◆ What the task asks: Find how many lines in the material below hold the word "tools". Reply with that figure alone.

◆ Supplied material:

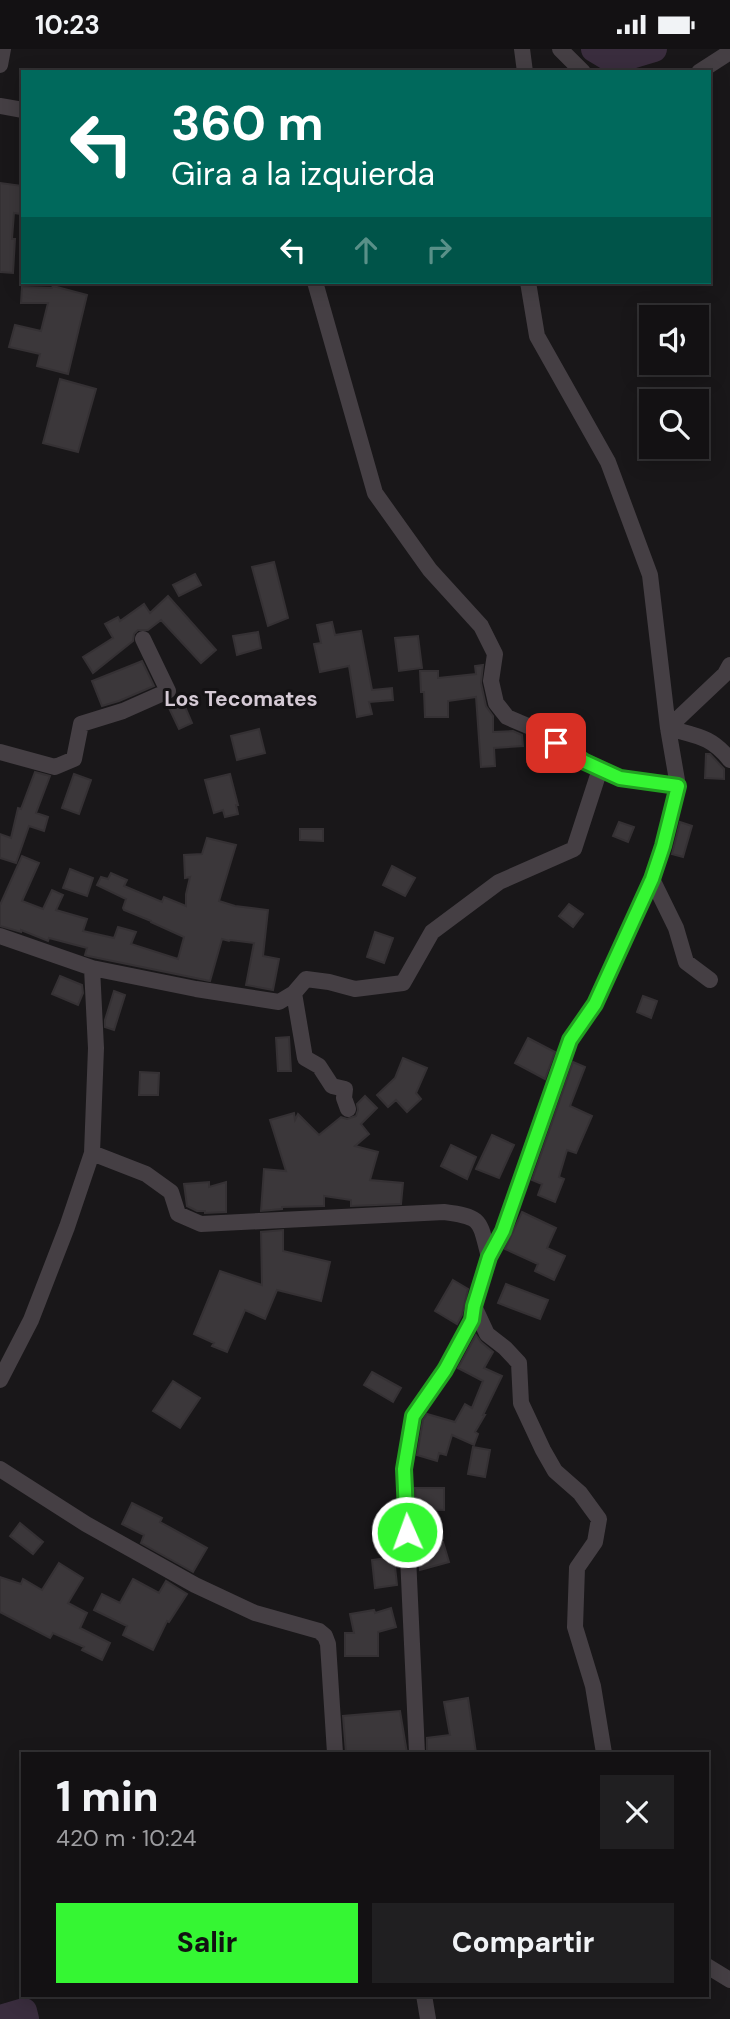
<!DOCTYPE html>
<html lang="es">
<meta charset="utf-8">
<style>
:root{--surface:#131113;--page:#201f21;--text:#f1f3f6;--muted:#9d9da0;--line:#323133;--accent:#35f633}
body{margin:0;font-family:"DM Sans",sans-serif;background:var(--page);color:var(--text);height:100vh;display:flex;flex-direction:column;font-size:26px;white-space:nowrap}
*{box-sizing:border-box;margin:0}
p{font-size:23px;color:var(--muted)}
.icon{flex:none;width:38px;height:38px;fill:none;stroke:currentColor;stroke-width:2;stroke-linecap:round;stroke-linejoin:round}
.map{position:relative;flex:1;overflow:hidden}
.details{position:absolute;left:21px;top:1703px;width:688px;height:245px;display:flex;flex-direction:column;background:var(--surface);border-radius:0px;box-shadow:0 4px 18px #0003,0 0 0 2px var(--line)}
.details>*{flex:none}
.guide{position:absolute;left:21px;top:21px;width:690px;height:214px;border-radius:0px;box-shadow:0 4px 18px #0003,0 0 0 2px var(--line);background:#00695c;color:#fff;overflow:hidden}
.tools{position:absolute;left:639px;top:256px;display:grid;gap:14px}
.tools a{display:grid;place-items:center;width:70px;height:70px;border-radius:0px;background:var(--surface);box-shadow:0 4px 18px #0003,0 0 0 2px var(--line);font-size:35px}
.pin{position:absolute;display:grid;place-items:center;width:60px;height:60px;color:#fff;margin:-30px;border-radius:14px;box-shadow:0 4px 10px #0006}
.me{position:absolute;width:77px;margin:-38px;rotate:358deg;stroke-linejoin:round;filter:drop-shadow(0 0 5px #0008)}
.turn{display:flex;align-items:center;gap:24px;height:147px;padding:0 35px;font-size:32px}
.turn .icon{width:91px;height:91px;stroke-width:2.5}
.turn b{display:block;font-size:49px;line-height:60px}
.lanes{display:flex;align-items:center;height:66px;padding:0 35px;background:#0003;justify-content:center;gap:35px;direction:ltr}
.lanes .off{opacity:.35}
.round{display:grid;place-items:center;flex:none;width:74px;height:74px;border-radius:0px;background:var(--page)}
.headline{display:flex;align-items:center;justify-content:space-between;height:119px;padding:0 35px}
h1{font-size:42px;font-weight:800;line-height:52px}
.primary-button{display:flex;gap:14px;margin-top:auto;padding:14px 35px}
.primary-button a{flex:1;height:80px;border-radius:0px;background:var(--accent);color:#111;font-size:28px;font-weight:800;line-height:80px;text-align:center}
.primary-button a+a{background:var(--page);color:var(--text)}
.status{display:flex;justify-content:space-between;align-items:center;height:49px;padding:0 35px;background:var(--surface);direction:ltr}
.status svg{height:19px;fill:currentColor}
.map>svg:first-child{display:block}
</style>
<div class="status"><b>10:23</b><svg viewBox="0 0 49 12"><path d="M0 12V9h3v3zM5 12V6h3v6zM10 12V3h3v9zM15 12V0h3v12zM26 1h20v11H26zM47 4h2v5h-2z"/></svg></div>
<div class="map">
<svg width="730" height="1970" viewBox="0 0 730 1970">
<rect width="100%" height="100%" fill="#191719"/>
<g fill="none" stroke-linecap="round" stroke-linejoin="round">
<path stroke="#3a2d3e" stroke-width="26" d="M594,0l20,12 40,-12
M0,1969l24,-7 2,8"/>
</g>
<path fill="#3b373a" stroke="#353134" stroke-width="2" d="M0,134l23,3 -2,28 -7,-1 -2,26h3l-2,34 -13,-1z
M53,237l34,9 -19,79 -31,-8 3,-12 -31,-7 6,-22 26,6 7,-28h-27l1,-16 30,1z
M60,330l36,10 -18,63 -35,-9z
M274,513l14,56 -20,8 -16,-59z
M195,525l6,11 -22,11 -6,-11z
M168,547l48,54 -15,13 -40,-43 -13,10h-10l-4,4 -1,7 -40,32 -10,-16 30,-19 -8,-14 13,-7 2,4 24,-17 6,9z
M332,573l3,13 26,-4 11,59 20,-2 1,12 -24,2 3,12 -15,3 -8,-51 -29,6 -6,-28 7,-1 -4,-18z
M258,583l3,16 -24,7 -4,-19z
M418,587l4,32 -23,3 -4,-33z
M142,612l12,25 -35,15 -17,5 -10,-25z
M483,616l-2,18 5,23 7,10v16l20,-1 9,4 1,11 -29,2 1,18 -14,1 -5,-70 -28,4v16h-23l-1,-25h-3l-1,-21h18v7l38,-4 -1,-8z
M183,653l9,21 -13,6 -10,-21z
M259,680l6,24 -28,7 -6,-24z
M706,705h4l14,15v10l-19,-1z
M35,723l15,4 -14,37 12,4 -4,14 -15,-5 -13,37 -16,-5v-24l11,4 7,-30 3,1z
M74,725l17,6 -12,34 -17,-6z
M230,725l8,31h-2l2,9 -13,3 -2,-7 -9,3 -9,-33z
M619,773l15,5 -6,15 -15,-6z
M680,773l12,4 -9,31 -11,-3z
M300,780h23v12l-23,-1z
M207,789l29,7 -17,56 16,5 33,4 -5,46 16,3 -6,31 -27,-5 8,-42 -24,-3 -1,1 -7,-2 -12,42 -122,-25 -3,-1 2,-7 -38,-10 -1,3 -27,-11v2l-21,-6v-21l22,-49 17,7 -17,38 21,8 9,-19 11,5 -7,15 31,9 -4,12 31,7 4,-11 18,5 -5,12 47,15 6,-22 -33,-15v-1l-27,-11 -1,-2 3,-9 -29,-14 4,-8 7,2 3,-6 16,7 -3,6 38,16 2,-5 22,9v-12l4,-17 -5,1 -1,-23 18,-1z
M392,817l23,12 -10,18 -22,-11z
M70,820l23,9 -6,18 -24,-8z
M569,855l14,10 -10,13 -14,-11z
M375,883l18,6 -9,25 -17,-6z
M60,927l22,9 1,8 -5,12 -26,-11z
M114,942l11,4 -11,35 -9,-3v-7z
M643,947l14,5 -6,17 -14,-6z
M289,988l2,34h-13l-2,-33z
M528,989l27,14 -10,27 -30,-16z
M403,1009l24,10 -11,25 5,6 -14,13 -11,-12 -8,7 -11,-12 18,-17z
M573,1013l12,5 -15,39 22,10 -16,37 -9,-3 -8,27 5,2 -9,23 -17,-7 4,-11 -10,-4z
M140,1023l19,1 -1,22h-19z
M365,1047l12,12 -16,16 8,10 -14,12 23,6 -8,28 33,3 -2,21 -50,2v-6l-27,-4v10l-42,1v2l-21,2 3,-42 22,2 -16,-51 24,-7 1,7 3,-6 21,21 22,-18 6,2 9,-3 2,-6 -1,-6z
M492,1086l22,10 -15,33 -23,-9z
M451,1096l25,12 -9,22 -26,-13z
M209,1133v5l17,-5v30l-21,1v-2h-8l-10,-5 -3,-22z
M522,1163l34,16 -9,20 18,8 -11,24 -19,-9 3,-7 -33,-15z
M283,1181v21l47,11 -9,39 -44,-11 -12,29 -20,-9 -18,42 -15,-6 2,-3 -20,-9 26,-63 42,14 -1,-53z
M453,1231l15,9 -6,26 -5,9 -22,-13z
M506,1235l42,16 -8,19 -42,-16z
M476,1286l5,7 12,10 -9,16 18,8 -19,39h2l-10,17 3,2 -4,11 -22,-10 -6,20 -7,-2 -2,8 -20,-6 6,-35 4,-6 28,8 10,-18 7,4 11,-27 -25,-13z
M372,1323l29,16 -8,14 -29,-17z
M173,1332l27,17 -20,30 -27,-17z
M473,1398l17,3 -5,27 -17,-3z
M415,1439h29v22l-28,-1z
M132,1454l30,15 -2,4 47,26 -14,24 -52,-29 3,-8 -22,-11z
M419,1468l8,30 16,-5 6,20 -29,8 -3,-52z
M20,1474l23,19 -10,12 -23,-18z
M394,1508l3,28 -22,3 -3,-28z
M59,1514l24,15 -15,25 19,10 -7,15 30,15 -8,17 -20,-10 2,-3 -31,-14 -3,5 -50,-26v-35l21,7 2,-5 19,11z
M133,1530l26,14 7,-12 21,13 -18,28 -2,-1 -14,29 -30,-15 4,-9 -33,-16 8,-16 18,9z
M391,1559l5,19 -18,5v24h-33v-23h9l-4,-19 24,-4 1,3z
M468,1649l8,55h-49v-15l23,-3 -6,-33z
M400,1662l7,42h-61l-3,-37z"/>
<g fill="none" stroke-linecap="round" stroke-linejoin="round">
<path stroke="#453f44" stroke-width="16" d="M522,0l3,23
M560,0l23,23
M0,16l3,-16
M699,23l31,-20
M0,57l23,4
M315,233l60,211 55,77 51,56 14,28 -4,27 5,22 11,14 28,12 50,33 35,16 58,8
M668,679l57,-54 5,-9
M668,679c28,8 43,8 62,32
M0,703l55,15 19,-8 7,-35 42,-13 45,-20 -25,-52
M652,830l24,49 10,34 24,18
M0,887l92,32 104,21 83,13 15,-9 12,-14 23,3 26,7 48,-6 29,-51 67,-50 75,-33 26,-80
M294,944l11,65 14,8 13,20 13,3 -1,9 4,11
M92,1104l54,21 25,18 7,22 23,10 243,-12c39,5 35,8 45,45
M474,1257l13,28 18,14 14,15 2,40 22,47 12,21 25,22 19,26 -4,23 -18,26 -2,59 18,59 11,67
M0,1331l31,-60 36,-93 25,-74 4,-105 -4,-80
M0,1420l86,55 109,61 60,28 64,18 6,5 3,8 7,109
M417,1704l-13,-284 9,-53 32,-46 27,-50 2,-14 15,-49 14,-26 67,-191 25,-36 57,-125 11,-33 15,-60 -10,-58 -18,-153 -42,-113 -71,-126 -9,-54
M707,1917l23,14
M424,1946l4,24"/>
</g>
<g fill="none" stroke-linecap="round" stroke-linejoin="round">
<defs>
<path id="route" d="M407,1483l-3,-63 9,-53 32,-46 27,-50 2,-14 15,-49 14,-26 67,-191 25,-36 57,-125 11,-33 15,-60 -58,-8 -35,-16 -29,-19"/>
</defs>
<use href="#route" stroke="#22a021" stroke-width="18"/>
<use href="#route" stroke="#35f633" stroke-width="12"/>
</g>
<g text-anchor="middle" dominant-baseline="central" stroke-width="6" stroke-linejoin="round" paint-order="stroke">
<g font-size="21" font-weight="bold" fill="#d5cad5" stroke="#141214">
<text x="241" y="650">Los Tecomates</text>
</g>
</g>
</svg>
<div class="tools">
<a><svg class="icon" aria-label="sound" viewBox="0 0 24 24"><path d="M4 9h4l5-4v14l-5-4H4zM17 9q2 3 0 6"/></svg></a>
<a><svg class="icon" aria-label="search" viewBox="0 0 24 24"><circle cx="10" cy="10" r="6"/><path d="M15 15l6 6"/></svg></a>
</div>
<div class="pin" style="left:556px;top:694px;background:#d93025"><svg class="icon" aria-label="arrive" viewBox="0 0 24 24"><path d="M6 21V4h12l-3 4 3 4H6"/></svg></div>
<svg class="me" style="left:407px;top:1483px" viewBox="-20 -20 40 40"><circle r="17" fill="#35f633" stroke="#fff" stroke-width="3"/><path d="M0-11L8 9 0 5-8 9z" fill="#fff"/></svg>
<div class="guide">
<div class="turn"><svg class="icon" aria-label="left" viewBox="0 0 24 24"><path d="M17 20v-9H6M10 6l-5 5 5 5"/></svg><div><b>360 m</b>Gira a la izquierda</div></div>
<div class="lanes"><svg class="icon" aria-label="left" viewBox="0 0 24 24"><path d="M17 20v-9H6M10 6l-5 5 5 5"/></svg><svg class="icon off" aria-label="ahead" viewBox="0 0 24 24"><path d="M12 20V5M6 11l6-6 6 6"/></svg><svg class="icon off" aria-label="right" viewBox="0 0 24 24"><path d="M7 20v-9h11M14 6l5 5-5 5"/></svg></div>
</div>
<section class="details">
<div class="headline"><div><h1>1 min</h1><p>420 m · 10:24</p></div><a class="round"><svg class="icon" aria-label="close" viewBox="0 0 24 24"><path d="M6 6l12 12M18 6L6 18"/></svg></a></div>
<div class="primary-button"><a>Salir</a><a>Compartir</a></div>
</section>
</div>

◆ Exercise output: 3